Note that the integrals for some of the resonances in the 1H NMR spectrum are higher than they should be due to the shear number of hydrogens in this compound (this is not uncommon). You should make the following corrections to the spectrum before analyzing it.
The integral for the resonance at approximately 2.2 should be 6 (not 6.6).
The integral for the resonance at approximately 1.5 should be 6 (not 6.7).
The integral for the resonance at approximately 1.2 should be 60 (not 66.8).
The integral for the resonance at approximately 0.8 should be 9 (not 9.9).

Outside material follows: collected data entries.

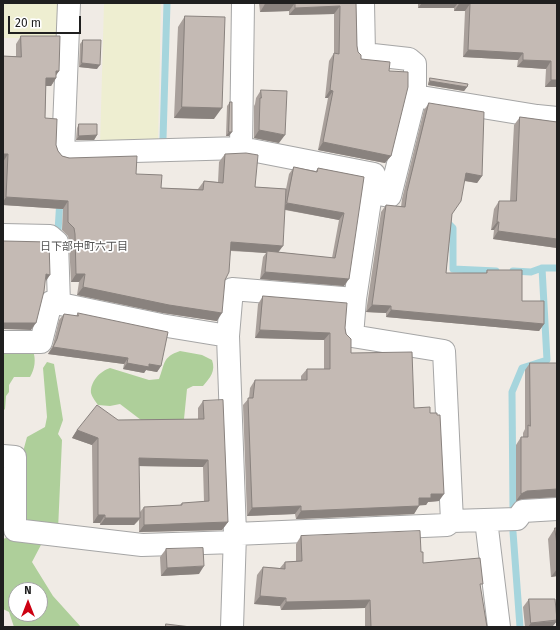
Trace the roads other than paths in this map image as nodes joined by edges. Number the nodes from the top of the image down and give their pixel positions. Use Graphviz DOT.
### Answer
graph roads {
  1 [pos="69,3"];
  2 [pos="243,3"];
  3 [pos="363,3"];
  4 [pos="415,96"];
  5 [pos="557,118"];
  6 [pos="241,148"];
  7 [pos="371,193"];
  8 [pos="3,236"];
  9 [pos="355,299"];
  10 [pos="59,304"];
  11 [pos="228,336"];
  12 [pos="3,342"];
  13 [pos="3,456"];
  14 [pos="557,509"];
  15 [pos="486,520"];
  16 [pos="452,521"];
  17 [pos="235,538"];
  18 [pos="232,627"];
  19 [pos="499,627"];
  1 -- 6 [label="street"];
  2 -- 6 [label="street"];
  3 -- 4 [label="street"];
  4 -- 5 [label="street"];
  4 -- 7 [label="street"];
  6 -- 7 [label="street"];
  7 -- 9 [label="street"];
  8 -- 10 [label="street"];
  9 -- 11 [label="street"];
  9 -- 16 [label="street"];
  10 -- 11 [label="street"];
  10 -- 12 [label="street"];
  11 -- 17 [label="street"];
  13 -- 17 [label="street"];
  14 -- 15 [label="street"];
  15 -- 16 [label="street"];
  15 -- 19 [label="street"];
  16 -- 17 [label="street"];
  17 -- 18 [label="street"];
}
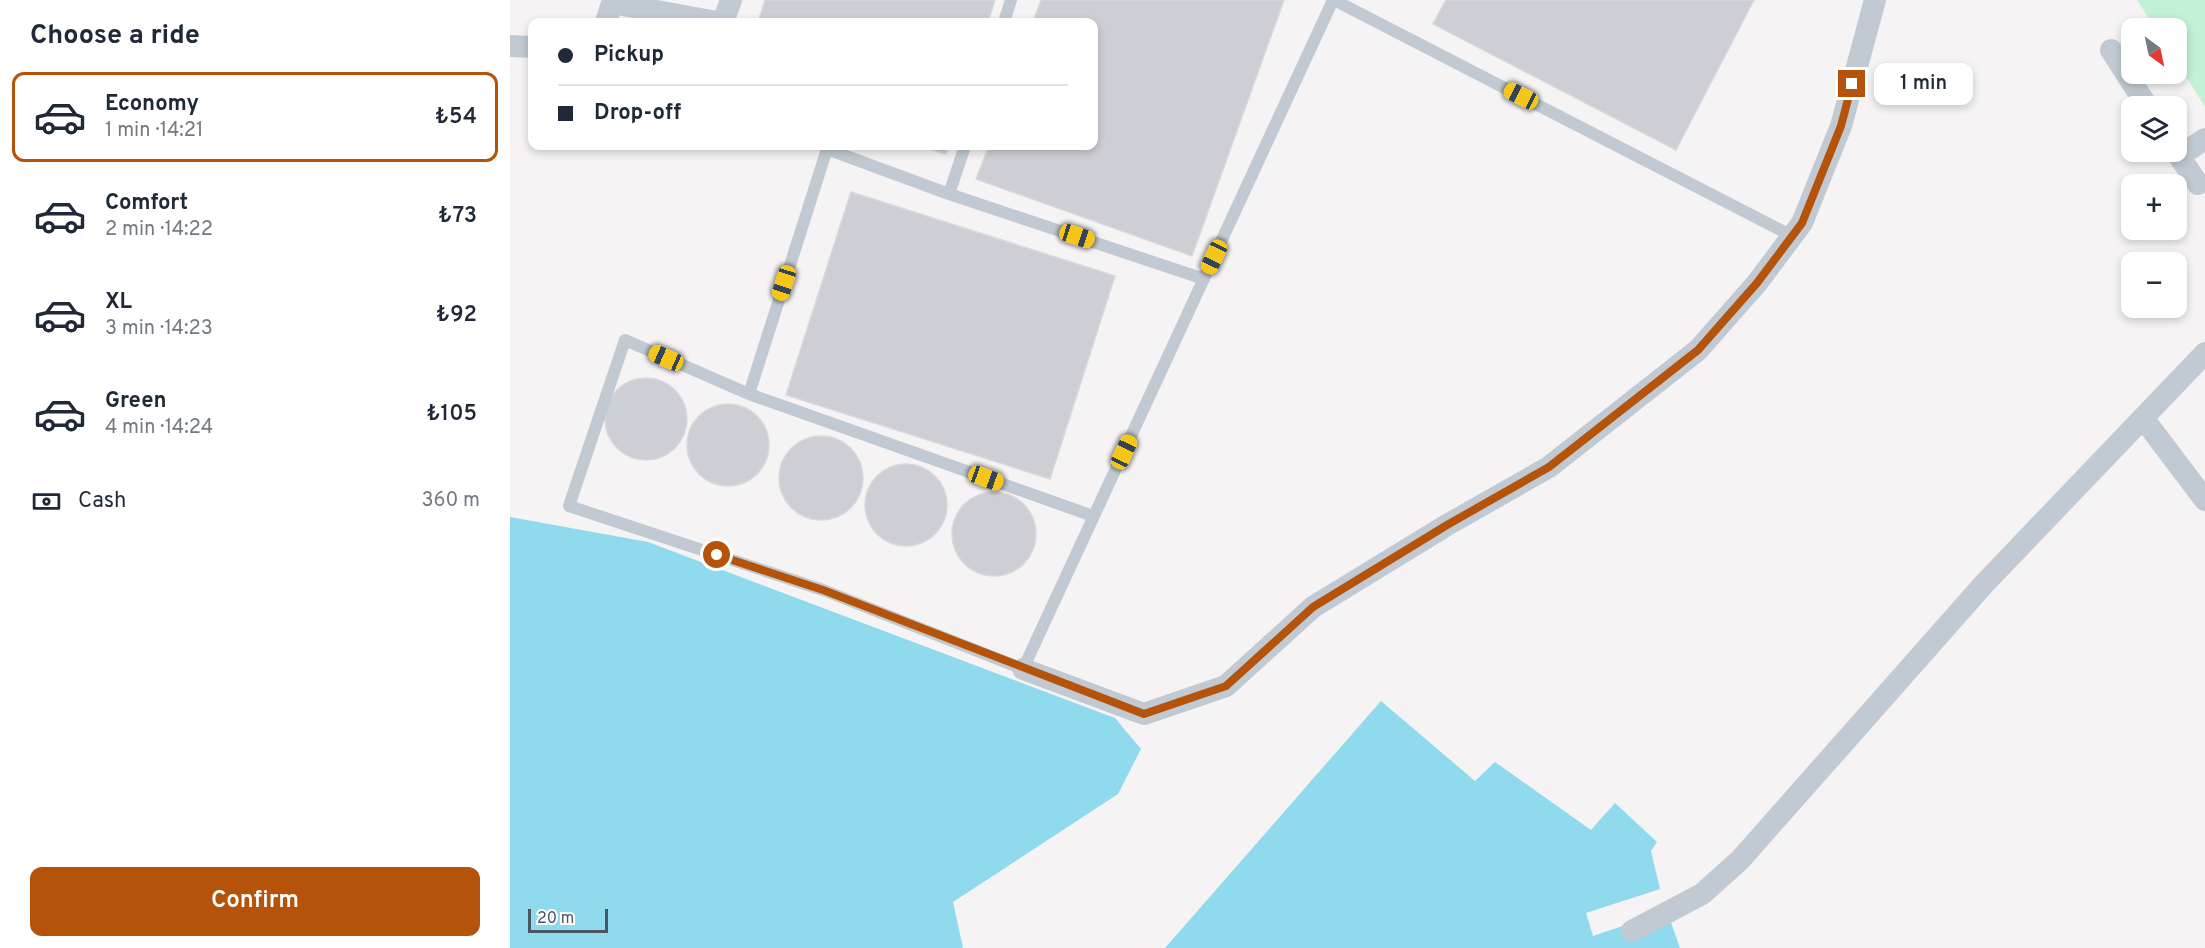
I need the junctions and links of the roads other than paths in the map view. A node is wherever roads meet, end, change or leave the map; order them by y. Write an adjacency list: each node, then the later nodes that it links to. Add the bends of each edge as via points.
1 (731, 0): 7 (street)
2 (1011, 0): 8 (lane)
3 (1333, 0): 21 (lane); 22 (lane)
4 (1875, 0): 21 (street, via 1841,126 1802,223)
5 (607, 18): 6 (street, via 612,3)
6 (695, 18)
7 (724, 18)
8 (1005, 18)
9 (510, 46): 10 (street)
10 (528, 47)
11 (2111, 50): 12 (street)
12 (2141, 96)
13 (2205, 139): 14 (street)
14 (2187, 149)
15 (827, 150): 24 (lane)
16 (830, 150): 20 (lane)
17 (964, 150): 20 (lane)
18 (2184, 162): 19 (street)
19 (2203, 187)
20 (949, 194): 22 (lane)
21 (1792, 236): 28 (street, via 1698,350 1549,467 1313,607 1226,686 1144,714)
22 (1204, 279): 27 (lane)
23 (2205, 353): 25 (street)
24 (749, 394): 27 (lane); 28 (lane, via 625,340 569,506 823,590)
25 (2143, 418): 26 (street); 29 (street, via 1984,584 1740,860 1702,894)
26 (2205, 500)
27 (1093, 516): 28 (lane)
28 (1023, 669)
29 (1632, 932)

1. For the pair of doublet of doublets centered at 4.18 ppm extract all relevant coupling constants from the table and then draw a splitting tree
leading to each doublet of doublet. Clearly label what the coupling constants are on each splitting tree (see Figure 8.15 on page 159 of the
lab text for an example)
2. What multiplicity would you predict the resonance centered at 5.2 ppm to be? (e.g. a doublet of doublet, a quartet of quartets, etc.)
3. Based on the coupling constants you extracted in Part 1, use the online "Multiplet Maker" given on page 8 of the September 13th lecture slides to
calculate what the multiplet at 5.2 ppm should actually look like. Does the multiplet observed in the 1H NMR spectrum resemble what the "Multiplet Maker" predicted? Before answering, consider that small peaks might be "hidden" by larger peaks, especially when one considers that NONE of the resonances you observe in 1H NMR spectrum show up as single lines (as shown in the predicted multiplet) with no shape.